***** INFORMATION PROVIDED *****

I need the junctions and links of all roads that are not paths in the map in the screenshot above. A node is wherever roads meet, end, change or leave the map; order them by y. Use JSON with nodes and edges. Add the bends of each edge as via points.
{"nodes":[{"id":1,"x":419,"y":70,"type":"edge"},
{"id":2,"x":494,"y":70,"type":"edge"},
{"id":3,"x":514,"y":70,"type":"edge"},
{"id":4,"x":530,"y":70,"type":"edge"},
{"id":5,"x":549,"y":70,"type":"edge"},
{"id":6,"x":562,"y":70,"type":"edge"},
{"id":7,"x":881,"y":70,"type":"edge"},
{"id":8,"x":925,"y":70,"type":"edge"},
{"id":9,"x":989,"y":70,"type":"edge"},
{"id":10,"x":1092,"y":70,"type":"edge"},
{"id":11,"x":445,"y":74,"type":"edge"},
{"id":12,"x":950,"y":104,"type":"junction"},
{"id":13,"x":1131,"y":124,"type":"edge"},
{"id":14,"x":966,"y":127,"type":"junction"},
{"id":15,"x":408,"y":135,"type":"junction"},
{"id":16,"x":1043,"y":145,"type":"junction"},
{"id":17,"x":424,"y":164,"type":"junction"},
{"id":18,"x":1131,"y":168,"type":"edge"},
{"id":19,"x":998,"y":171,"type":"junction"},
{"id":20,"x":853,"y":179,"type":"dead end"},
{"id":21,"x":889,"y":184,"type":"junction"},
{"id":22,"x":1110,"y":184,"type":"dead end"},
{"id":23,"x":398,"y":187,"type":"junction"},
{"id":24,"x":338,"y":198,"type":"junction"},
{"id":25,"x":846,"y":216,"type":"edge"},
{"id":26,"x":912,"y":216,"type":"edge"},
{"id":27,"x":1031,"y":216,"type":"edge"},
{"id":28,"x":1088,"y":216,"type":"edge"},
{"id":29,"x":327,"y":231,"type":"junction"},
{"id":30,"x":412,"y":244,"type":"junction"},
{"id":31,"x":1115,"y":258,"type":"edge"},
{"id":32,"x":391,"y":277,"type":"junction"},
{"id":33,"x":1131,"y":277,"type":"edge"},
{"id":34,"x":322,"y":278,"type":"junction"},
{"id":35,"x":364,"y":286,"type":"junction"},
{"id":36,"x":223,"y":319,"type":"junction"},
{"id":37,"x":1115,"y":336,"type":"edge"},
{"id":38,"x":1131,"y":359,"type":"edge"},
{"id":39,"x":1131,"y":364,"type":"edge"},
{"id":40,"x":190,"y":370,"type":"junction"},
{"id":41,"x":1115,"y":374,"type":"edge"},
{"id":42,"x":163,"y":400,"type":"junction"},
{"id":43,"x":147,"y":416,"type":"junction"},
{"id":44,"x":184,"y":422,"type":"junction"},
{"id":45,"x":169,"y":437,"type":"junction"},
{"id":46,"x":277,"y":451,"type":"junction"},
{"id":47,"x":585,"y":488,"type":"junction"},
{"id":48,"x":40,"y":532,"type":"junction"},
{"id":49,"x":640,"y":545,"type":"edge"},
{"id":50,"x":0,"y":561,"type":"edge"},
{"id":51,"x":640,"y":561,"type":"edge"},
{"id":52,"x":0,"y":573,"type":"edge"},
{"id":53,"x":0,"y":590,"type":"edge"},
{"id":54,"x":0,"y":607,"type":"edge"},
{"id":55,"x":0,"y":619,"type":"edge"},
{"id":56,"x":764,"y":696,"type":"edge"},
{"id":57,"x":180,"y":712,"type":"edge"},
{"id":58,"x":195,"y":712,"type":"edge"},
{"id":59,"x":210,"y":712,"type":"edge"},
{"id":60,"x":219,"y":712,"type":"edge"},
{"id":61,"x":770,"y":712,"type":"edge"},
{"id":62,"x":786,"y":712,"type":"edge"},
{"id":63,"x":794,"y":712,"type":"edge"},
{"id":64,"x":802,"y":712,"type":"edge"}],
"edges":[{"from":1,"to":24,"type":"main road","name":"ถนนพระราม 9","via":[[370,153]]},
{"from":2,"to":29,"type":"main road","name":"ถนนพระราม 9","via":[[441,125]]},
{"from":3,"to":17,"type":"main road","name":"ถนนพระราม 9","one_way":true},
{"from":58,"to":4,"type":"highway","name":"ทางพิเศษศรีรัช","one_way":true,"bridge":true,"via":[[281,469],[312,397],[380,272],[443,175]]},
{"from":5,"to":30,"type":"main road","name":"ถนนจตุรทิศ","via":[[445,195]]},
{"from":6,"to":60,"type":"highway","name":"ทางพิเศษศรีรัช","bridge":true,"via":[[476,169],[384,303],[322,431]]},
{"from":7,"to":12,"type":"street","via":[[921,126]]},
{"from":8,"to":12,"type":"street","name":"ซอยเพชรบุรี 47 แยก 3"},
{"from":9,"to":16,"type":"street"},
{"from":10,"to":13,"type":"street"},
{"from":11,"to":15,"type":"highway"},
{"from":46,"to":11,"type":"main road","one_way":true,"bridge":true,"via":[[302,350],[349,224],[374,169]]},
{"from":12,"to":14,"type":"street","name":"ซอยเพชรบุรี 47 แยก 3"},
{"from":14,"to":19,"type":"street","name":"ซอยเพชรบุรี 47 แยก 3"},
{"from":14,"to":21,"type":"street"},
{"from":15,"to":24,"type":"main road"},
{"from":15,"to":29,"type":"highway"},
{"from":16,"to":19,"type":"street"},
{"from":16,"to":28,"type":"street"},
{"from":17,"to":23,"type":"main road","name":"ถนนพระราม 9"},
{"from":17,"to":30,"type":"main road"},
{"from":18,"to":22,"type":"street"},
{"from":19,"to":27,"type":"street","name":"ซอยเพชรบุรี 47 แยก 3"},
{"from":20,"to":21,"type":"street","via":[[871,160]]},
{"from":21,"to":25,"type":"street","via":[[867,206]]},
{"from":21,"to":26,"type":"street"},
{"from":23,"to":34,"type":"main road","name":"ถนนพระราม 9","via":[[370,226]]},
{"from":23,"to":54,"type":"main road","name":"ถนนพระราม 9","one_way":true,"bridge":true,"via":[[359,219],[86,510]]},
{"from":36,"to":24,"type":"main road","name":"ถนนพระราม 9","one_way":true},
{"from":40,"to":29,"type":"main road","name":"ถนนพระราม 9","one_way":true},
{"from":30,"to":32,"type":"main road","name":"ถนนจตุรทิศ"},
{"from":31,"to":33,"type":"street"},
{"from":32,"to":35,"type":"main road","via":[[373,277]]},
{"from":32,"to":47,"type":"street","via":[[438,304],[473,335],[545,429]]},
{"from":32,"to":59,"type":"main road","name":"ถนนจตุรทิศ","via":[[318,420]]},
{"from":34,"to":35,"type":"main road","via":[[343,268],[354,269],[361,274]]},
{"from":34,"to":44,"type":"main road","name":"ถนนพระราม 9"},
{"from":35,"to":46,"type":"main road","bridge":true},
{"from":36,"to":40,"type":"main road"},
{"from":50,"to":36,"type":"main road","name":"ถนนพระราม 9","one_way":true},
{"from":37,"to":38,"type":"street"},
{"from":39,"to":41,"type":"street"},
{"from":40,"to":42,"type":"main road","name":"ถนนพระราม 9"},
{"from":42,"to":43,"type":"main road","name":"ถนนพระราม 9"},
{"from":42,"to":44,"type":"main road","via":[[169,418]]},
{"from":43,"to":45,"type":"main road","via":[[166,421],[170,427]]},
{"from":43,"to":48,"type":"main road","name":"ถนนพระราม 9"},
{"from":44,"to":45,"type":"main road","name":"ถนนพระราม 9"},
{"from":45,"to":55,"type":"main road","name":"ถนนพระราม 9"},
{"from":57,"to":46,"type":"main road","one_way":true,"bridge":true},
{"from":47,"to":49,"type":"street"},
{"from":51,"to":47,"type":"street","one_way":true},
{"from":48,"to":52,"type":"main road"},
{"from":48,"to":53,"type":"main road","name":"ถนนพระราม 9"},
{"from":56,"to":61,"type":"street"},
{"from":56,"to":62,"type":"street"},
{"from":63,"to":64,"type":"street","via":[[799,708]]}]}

*****

Please copy every line of the records above in which "เศษศร" appears.

{"from":58,"to":4,"type":"highway","name":"ทางพิเศษศรีรัช","one_way":true,"bridge":true,"via":[[281,469],[312,397],[380,272],[443,175]]},
{"from":6,"to":60,"type":"highway","name":"ทางพิเศษศรีรัช","bridge":true,"via":[[476,169],[384,303],[322,431]]},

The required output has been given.